Ahead of the 2015 Paris Climate Conference in December, countries around world submitted their pledges to the UN, setting out how far they intend to reduce their greenhouse gas emissions. These are called Intended Nationally Determined Contributions - or INDCs.

The Asian countries have articulated in their nationally determined contributions (NDCs) to undertake emission reductions. China, India, Bangladesh, Bhutan, Indonesia, Kazakhstan, Philippines, Tajikistan, Thailand, and Viet Nam, Malaysia and Sri Lanka have pledged in their NDCs to reduce emission intensity, increase the share of renewable energy in the energy mix and improve forest cover indicating their resolve to bend their national emissions curves.
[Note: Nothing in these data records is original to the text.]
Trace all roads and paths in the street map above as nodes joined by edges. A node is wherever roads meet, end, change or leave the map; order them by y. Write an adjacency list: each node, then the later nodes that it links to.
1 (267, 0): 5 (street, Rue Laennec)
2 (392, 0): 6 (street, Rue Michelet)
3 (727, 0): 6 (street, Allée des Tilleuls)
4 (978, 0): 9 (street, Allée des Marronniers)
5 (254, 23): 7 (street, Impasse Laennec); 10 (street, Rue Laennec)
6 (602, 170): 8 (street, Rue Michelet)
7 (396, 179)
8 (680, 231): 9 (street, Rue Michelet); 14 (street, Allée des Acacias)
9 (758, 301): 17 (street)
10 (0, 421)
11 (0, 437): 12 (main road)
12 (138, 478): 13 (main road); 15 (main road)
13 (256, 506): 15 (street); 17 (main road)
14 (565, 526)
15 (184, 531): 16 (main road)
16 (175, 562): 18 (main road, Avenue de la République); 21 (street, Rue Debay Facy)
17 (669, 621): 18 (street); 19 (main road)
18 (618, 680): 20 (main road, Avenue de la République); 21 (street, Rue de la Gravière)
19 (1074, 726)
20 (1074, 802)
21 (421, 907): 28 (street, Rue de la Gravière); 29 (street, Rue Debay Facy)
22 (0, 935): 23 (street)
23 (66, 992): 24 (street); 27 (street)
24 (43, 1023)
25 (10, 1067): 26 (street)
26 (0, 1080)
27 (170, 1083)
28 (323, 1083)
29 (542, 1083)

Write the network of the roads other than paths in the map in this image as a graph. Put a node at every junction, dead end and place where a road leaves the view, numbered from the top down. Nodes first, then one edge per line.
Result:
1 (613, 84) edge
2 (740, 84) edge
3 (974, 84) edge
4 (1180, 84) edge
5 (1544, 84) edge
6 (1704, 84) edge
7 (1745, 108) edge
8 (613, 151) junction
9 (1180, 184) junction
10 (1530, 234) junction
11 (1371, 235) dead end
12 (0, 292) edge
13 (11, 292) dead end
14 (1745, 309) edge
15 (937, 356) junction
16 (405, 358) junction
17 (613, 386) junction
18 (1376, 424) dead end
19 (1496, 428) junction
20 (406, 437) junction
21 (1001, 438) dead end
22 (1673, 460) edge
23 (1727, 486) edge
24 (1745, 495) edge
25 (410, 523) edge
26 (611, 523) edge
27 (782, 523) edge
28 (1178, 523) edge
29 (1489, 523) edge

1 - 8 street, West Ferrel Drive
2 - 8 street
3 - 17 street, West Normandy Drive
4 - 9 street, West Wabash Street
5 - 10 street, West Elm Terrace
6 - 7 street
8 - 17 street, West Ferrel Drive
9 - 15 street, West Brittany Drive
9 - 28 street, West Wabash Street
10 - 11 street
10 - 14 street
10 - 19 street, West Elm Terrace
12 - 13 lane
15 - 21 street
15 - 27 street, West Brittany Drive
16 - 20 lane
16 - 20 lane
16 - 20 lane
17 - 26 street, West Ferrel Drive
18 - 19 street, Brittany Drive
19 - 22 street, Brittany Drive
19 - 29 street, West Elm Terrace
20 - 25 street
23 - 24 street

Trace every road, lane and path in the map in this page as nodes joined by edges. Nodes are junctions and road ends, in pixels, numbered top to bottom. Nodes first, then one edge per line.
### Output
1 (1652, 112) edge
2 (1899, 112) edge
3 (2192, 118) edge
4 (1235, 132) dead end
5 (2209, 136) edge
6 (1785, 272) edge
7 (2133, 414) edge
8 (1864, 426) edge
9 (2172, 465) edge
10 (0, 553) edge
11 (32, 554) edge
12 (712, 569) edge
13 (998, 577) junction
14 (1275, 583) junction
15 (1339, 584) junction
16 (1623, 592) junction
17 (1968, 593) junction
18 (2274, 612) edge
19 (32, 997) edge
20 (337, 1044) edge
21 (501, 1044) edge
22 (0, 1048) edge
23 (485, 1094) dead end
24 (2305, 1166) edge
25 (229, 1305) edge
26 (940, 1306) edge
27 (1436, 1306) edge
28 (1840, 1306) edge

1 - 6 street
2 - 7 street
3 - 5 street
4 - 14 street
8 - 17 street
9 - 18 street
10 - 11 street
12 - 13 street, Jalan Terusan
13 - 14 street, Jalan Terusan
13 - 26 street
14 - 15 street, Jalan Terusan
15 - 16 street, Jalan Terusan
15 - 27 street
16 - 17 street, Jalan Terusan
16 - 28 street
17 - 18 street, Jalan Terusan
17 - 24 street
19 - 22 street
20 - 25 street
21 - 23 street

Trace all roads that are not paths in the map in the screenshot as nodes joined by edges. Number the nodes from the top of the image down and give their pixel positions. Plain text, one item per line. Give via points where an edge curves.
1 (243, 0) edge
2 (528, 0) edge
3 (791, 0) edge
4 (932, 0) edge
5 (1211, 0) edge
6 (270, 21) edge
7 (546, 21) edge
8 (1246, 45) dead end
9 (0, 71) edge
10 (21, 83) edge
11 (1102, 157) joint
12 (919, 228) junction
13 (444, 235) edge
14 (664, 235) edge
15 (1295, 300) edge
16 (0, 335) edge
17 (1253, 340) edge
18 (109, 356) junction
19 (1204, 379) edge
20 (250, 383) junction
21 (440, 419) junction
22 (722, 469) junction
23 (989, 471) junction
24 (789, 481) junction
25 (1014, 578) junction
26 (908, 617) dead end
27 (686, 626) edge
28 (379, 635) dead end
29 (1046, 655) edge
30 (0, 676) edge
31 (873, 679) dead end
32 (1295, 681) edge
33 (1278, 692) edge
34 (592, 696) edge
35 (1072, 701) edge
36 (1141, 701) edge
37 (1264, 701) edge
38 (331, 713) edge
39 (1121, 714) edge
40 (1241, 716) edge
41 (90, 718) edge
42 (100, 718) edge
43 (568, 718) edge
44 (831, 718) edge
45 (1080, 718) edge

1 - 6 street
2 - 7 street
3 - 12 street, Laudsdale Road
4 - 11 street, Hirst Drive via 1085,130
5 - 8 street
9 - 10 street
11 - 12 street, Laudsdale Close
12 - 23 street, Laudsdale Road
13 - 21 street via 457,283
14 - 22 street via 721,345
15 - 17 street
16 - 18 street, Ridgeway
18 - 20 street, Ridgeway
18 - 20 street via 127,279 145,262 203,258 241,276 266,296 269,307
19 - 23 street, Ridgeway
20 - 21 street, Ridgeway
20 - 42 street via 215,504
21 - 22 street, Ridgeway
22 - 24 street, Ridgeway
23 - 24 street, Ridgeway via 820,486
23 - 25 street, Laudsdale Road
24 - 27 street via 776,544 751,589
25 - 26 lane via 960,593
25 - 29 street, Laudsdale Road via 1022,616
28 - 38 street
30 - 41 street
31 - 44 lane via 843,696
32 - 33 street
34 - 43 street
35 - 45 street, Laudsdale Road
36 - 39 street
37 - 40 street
In major effort to combat greenhouses gas emission, China has pledged to source 20% of its energy from low-carbon sources by 2030. In fact official news agency of China, Xinhua called the deal “a particularly sweet victory for China, which emerged to take a leading role” in the negotiations.

India has promised 33-35% reduction in emissions intensity by 2030. The country has pledges to achieve 40% of cumulative electricity from non-fossil fuel based resources by 2030. Many argue that 1.5 degrees target will avoid putting the lives of millions along its coastline and those dependent directly on agricultural yields at risk. The country has also sought $2.5 trillion in finance for achieving its INDC by 2030, so a global commitment of $100 billion pales in comparison.

Bangladesh has pledged of an unconditional 5% reduction in greenhouse gas emissions by 2030. It has also promised further 15% reduction conditional upon international support. 

Indonesia with assurance of 29% reduction in emissions by 2030 has also promised that the country will increase its reduction goal to 41%, conditional on support from international cooperation. Japan has pledged 26% reduction in emissions on 2013 levels by 2030.

Maldives have pledged an unconditional 10% reduction in energy sector emissions by 2030 while as Myanmar has promised an increase hydropower capacity to 9.4 gigawatts by 2030, to achieve rural electrification based on at  least 30% renewable sources.

Bhutan has decided to remain carbon neutral, so that emissions of greenhouse gases do no exceed carbon sequestration by forests. It has also pledged to maintain current levels of forest cover. Philippines, on the other hand, aims to cut emissions of about 70% by 2030.

South Korea is for 37% reduction on business-as-usual emissions by 2030. Singapore is for 36% reduction in emission intensity by 2030, compared to 2005 levels, with emissions peaking around 2030.

It was one of the successes of the Paris summit that the countries were willing to make their own commitments to reduce the greenhouse gas emissions.